I bought two queen excluders, bees wouldnt move above them. In the backyard, it doesnt matter if you have to work around brood in the second, third or dare I say it 4th super. The commercial types just want to be able to lift a super off, blow the bees off and stick it on the truck. They have no time to inspect frames for brood and reshuffle things, we do and besides you learn more.
I reckon the best way to inspect each frame is to always have a spare super. You inspect and place frames from top super into this empty one on the ground. Its now the top box, place all of the second frames into the one you took off that is now empty stick it on top, this is second from the top super etc etc. When you are finished your top box is the bottom box etc etc. So easy, beats leaning frames against hives.
The bees mostly stay on the frames they are not in the open for very long, just long enough to look at the frame. They think that the sun came out for a minute, they dont know they are being moved around. I find you dont have to remove bees from fraames to see whats going on. You just have to look beyond the bees.
Everything you want to see you will. Looking for the queen, eggs, larvae, capped, uncapped partially capped, drone cells you name it, its all like finding gold: You just know it when you see it. After a while you dont need the sun and all that, you just know what to sexpect and what you are looking for and where it should be.
Sitting outside the hive for 10 minutes is good too. Look at whats coming in and how much, tells you a lot about what they are feeding on. Get an easel or a chair and photograph the frames. They blow up on the screen so well you can see a bees nuts. Saves time too. I used to do it all the time. Much netter than staring at a frame in the sun for 5 minutes.
I tried storing drawn frames, didnt really achieve much. Were a pain in the arse in the freezer and attracted moths out of it. Anyways, ive had bees draw out both sides of a frame in just over a week. They would spend half that time making an old frame frozen and stored up to their standards, well mine did.

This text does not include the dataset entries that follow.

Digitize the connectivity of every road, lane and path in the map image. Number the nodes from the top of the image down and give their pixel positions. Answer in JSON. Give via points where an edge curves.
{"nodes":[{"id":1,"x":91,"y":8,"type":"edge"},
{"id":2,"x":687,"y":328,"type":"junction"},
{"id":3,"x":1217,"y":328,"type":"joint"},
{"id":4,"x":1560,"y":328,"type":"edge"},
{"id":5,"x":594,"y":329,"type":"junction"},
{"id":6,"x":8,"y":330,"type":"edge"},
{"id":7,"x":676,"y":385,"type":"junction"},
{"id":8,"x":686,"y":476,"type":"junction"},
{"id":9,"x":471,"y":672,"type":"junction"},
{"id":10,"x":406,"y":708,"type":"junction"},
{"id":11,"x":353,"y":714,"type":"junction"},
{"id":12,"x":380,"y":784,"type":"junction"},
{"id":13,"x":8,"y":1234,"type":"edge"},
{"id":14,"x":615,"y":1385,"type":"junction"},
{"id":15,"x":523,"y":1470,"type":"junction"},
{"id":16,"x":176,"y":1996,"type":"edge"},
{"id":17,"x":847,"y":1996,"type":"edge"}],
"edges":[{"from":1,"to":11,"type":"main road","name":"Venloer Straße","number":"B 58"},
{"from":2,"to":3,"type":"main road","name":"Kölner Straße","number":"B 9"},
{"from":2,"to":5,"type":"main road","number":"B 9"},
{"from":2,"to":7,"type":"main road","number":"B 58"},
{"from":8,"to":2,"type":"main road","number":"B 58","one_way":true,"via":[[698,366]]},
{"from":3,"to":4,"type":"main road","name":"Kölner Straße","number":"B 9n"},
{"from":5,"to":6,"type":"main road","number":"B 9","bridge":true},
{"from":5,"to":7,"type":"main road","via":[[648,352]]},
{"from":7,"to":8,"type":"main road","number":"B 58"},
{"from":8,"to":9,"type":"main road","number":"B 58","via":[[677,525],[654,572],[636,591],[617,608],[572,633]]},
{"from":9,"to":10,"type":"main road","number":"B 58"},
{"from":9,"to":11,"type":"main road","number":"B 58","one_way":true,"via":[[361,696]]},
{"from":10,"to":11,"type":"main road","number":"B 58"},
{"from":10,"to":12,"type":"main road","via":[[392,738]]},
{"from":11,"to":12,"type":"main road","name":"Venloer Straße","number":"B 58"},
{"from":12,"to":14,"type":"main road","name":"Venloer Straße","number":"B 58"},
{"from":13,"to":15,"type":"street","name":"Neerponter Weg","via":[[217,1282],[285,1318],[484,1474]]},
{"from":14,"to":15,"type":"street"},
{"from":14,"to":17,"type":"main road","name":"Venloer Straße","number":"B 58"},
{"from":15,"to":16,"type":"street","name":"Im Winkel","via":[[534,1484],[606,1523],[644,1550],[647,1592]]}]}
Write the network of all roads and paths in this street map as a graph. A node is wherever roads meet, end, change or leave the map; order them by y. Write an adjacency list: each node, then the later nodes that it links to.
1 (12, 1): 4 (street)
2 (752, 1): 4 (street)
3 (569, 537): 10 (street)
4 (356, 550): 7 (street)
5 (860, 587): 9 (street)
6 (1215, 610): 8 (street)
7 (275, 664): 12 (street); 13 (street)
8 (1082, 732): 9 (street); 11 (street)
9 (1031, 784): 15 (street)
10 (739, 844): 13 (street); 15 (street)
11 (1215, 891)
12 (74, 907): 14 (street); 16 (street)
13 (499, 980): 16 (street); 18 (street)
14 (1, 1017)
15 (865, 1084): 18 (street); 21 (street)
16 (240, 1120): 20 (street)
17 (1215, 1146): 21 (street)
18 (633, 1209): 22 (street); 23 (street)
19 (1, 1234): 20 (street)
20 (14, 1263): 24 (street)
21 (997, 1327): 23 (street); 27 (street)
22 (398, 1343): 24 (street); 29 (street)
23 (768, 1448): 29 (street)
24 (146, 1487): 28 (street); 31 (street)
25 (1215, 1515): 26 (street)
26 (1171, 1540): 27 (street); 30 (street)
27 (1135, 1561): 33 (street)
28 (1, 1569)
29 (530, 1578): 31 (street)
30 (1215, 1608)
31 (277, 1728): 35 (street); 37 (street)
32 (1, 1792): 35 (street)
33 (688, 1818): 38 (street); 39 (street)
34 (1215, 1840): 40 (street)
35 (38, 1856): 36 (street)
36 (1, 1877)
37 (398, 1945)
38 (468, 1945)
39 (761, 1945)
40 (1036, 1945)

We are blessed on the coast of Vic. Even Joffas coastal. We always have regular flows throughout the year. Most of the world relies on summer and spring. We have been in drought for well over a decade, but you wouldnt know it down here. You can run as many hives as you can fit on your land. If you own your own house, Id aim for 10 hives. That would bring in, lets be misearable and say 100kg a hive a year, cal it a mean 5 bucks a kilo, thats 5 grand a year for not much effort. Cost 2 grand in hives and parts, payback 100% in second year of each hive. Then theres the farmers market value added option, charge 10 bucks a kilo in a hand painted jar with a bit of comb inside etc. Honey is one thing you can really value add to. Its not unlike water that we pay $1.60 a thousand litres for, yet if its bottled, the same amount costs 4000 buckeroos.
I tell ya, theres money to be made in honey. Its becoming so hard for commercial keepers, the market is there for the taking by backyarders.
Theres a bloke on here that started with a coupla hives a few years ago, now hes got more hives than you can poke a smoker at, raises queens , moves hives to crops, you name it.
When you look at cost/returns, bees have it on toast. Animals cost money in food and vets and fencing etc. Crops take megalitres of water and herbicide and pestacide and tilling and weeding etc. Bees, you just need supers and frames that can be made for dollars not cents if so inclined. Bees can come for free, you dont need to water em or feed em or weed em, you dont even have to milk em! Just empty the bottles!